Canstar’s finance analyst, Steve Mickenbecker, noted that while recent rate changes have eased the mortgage burden for new customers, existing borrowers would need to wait for a monetary policy adjustment from the Reserve Bank of Australia (RBA) for rate relief.
“Rate cuts for new home loans are coming left, right and centre as wholesale funding costs have declined with 34 lenders moving rates down just last month,” he said.
“The problem is that until the Reserve Bank moves the cash rate and lenders pass on the savings to existing borrowers, relief to the economy will be limited.
“The economy is reliant on the almost 6 million existing home loan borrowers getting some rate reprieve to kickstart consumer spending.”
Most pundits are expecting the RBA to make a monetary policy adjustment for the first time in almost three years, when its monetary policy board meets later today.

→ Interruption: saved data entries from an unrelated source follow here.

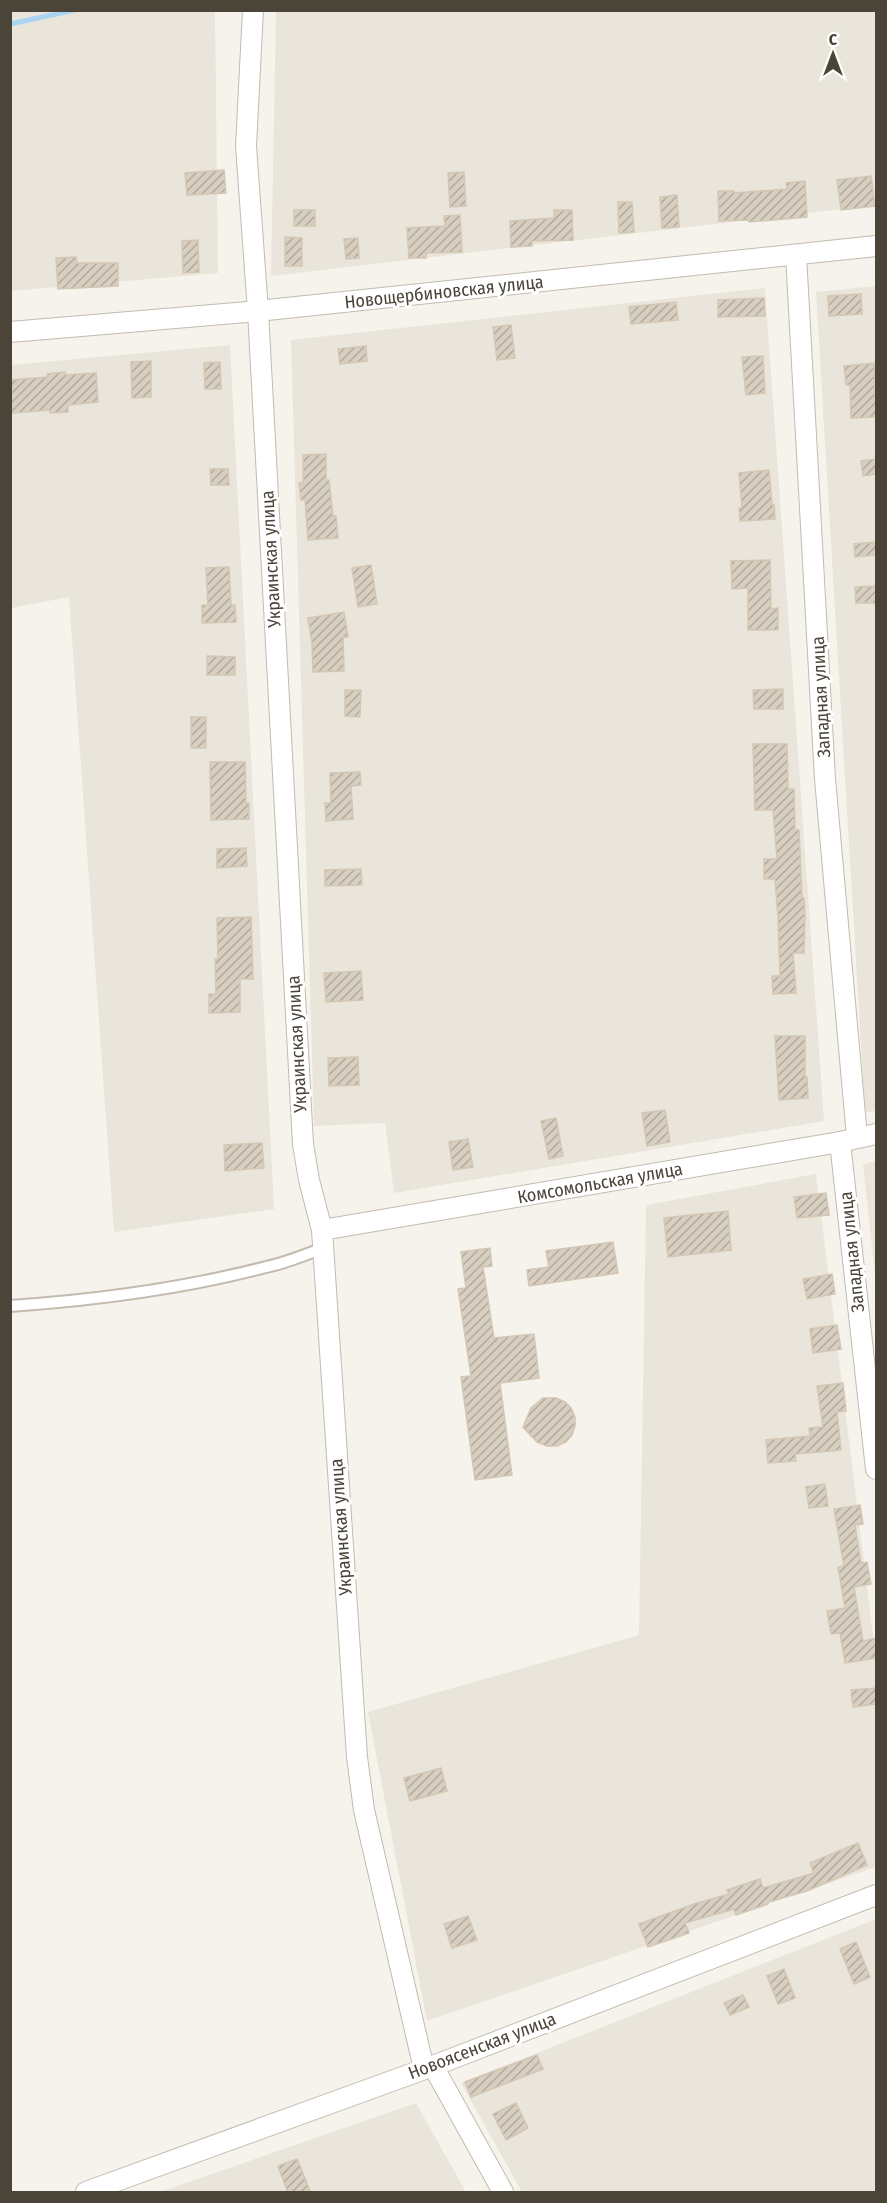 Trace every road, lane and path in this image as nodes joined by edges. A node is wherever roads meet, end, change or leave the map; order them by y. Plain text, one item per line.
1 (254, 10) edge
2 (876, 246) edge
3 (796, 255) junction
4 (258, 311) junction
5 (10, 332) edge
6 (876, 1134) edge
7 (848, 1140) junction
8 (323, 1239) junction
9 (10, 1306) edge
10 (876, 1469) edge
11 (876, 1895) edge
12 (429, 2067) junction
13 (86, 2193) edge
14 (503, 2193) edge

1 - 4 street, Украинская улица
2 - 3 street, Новощербиновская улица
3 - 4 street, Новощербиновская улица
3 - 7 street, Западная улица
4 - 5 street, Новощербиновская улица
4 - 8 street, Украинская улица
6 - 7 street, Комсомольская улица
7 - 8 street, Комсомольская улица
7 - 10 street, Западная улица
8 - 9 lane
8 - 12 street, Украинская улица
11 - 12 street, Новоясенская улица
12 - 13 street, Новоясенская улица
12 - 14 street, Украинская улица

Finder.com.au’s RBA Cash Rate Survey has reported that of the 35 market analysts and economists surveyed, 32 (91 per cent) expect the RBA to cut the official cash rate.
All respondents that predicted a cut have forecast a 25bps decrease, which would bring the cash rate to a new record low of 1.25 per cent.
The shift in expectations follows RBA governor Philip Lowe’s concession that the board would “consider the case” for a rate cut in June, in light of flat inflation growth, subdued wage growth, and weaker than expected labour market conditions.
However, Finder’s insights manager, Graham Cooke, said that some banks may be reluctant to pass on savings to mortgage holders.
“A falling cash rate does generally lead to cheaper repayments for existing borrowers,” he said.
“That said, if the RBA cuts by 25 basis points, this doesn’t necessarily mean banks will pass on the rate cut in full.
“Just three of the four big banks passed on the full cut last time around – and waited up to 20 days to do so – therefore borrowers should brace themselves and put matters into their own hands.”
Mr Cooke pointed to research from Finder, which found that the average variable home loan rate has responded to movements in the cash rate on 92 per cent of occasions since 1990, compared to the average online savings account rate, which reflected cash rate changes on 99 per cent of occasions.
“In other words, banks may be quicker to shave the interest off your savings than they are to take it off your home loan,” Mr Cooke added.
Research director at RateCity, Sally Tindall, added that lenders may be dissuaded from passing on rate cuts in full as they look to recover losses incurred from weaker credit growth.
“Banks have been hiking rates since 2017 due to the high cost of funding, but this pressure has dissipated, so the next RBA cut should, in theory, be passed on in full,” she said.
“That said, it’s been a tough year for the banks in a slowing home loan market, so some lenders may choose to hold part of the cut back.”
However, CEO of InfoChoice Vadim Taube said he believes banks will have no choice but to move in tandem with the RBA in fear of a public backlash.
“The big banks are sometimes slow to pass RBA rate cuts onto borrowers, but following the Hayne royal commission and recent strong words from the Treasurer Josh Frydenberg, we expect all four big banks to quickly fall into line with the RBA’s rate movements.”
“We expect all the banks and other lenders to pass through any RBA rate cut in full.”
The RBA’s much-anticipated decision will be announced at 2:30pm.